Is AI a reliable investing tool?

Advances in technology are transforming almost every facet of our lives. Electric vehicles are changing the way we travel, as well as our impact on the environment. Smartphones are progressing to the point where, at some stage in the not too distant future, they’ll be the only thing we ever need to carry with us.

But these developments are impacting more than just our personal lives. They’re having a huge effect on the way businesses are run, too. From product design and workflow processes to marketing strategies and global communications, organisations are being revolutionised by improvements in technology.

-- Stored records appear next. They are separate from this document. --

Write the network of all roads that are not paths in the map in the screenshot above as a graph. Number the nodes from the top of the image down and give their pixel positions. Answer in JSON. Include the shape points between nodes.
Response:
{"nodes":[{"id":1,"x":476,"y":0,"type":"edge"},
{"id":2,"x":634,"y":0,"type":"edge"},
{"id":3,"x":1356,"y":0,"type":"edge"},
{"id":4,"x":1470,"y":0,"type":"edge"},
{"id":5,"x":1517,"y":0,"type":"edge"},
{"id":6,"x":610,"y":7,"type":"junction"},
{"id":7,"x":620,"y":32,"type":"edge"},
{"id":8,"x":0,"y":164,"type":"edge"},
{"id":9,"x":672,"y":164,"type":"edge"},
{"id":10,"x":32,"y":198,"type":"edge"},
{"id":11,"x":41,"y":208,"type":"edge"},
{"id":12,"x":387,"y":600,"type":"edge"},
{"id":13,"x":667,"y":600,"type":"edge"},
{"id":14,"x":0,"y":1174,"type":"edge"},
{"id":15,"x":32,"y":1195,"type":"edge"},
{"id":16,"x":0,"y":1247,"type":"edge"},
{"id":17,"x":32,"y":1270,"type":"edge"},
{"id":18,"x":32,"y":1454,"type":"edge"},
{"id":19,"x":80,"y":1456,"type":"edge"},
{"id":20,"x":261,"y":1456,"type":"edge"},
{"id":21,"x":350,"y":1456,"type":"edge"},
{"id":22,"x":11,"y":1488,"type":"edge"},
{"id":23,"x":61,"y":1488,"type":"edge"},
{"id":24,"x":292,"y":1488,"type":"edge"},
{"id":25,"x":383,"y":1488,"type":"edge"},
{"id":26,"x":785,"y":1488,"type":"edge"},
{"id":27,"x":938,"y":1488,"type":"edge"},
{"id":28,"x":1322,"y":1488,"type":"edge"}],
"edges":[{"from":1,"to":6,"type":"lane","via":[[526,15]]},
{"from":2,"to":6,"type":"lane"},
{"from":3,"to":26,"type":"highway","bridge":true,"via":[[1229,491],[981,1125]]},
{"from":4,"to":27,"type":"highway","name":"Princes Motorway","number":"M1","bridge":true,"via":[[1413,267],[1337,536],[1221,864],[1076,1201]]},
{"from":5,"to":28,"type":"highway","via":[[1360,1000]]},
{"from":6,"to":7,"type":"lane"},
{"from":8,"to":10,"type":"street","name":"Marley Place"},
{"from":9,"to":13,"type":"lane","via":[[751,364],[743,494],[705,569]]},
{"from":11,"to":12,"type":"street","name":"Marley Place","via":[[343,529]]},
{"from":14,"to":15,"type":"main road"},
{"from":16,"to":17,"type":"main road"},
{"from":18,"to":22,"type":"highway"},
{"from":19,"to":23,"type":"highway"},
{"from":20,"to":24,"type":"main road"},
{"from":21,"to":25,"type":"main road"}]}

The evolution of artificial intelligence (AI) is a relatively new phenomenon in comparison to the internet or the mobile phone, but it’s becoming increasingly important across a number of sectors, including those who operate as traders and brokers in the foreign exchange markets. But what is AI, how can it be used, and is it a reliable investment tool?

What is AI?

Definitions can be broad as AI is used in a number of different ways across various sectors, but Investopedia describes it asthe simulation of human intelligence in machines that are programmed to think like humans and mimic their actions.”

The rise of AI

An increase in the availability of a larger volume of data means that the demand for AI is arguably greater than ever before. Technological developments mean it can process huge amounts of information at a faster rate, while the cost of storing that data has also reduced significantly, making it a more attractive tool for businesses to implement.

The use of AI in investing

A 2019 report from Deloitte described AI as “the next frontier for investment management firms” and outlined five ways that the technology can be used within portfolio management and client enablement:

  • Automated insight
  • Relationship mapping
  • Alternative datasets
  • Growth opportunities
  • Client outreach

Is it reliable?

That same report extolled the virtues of using AI to manage risk – the fundamental challenge for investors everywhere. It described AI’s value in automating data analysis and reducing administrative tasks, which in turn enables employees to focus their energies on higher-value assignments, such as identifying profitable investment opportunities.

Although AI can complete tasks in a fraction of the time taken by people or previous technology and it has displayed its ability to change through deep learning, the human element cannot be removed from the investment process altogether. AI still relies on humans to create the parameters of the data it analyses, and the two working in partnership is likely to produce the most profitable results.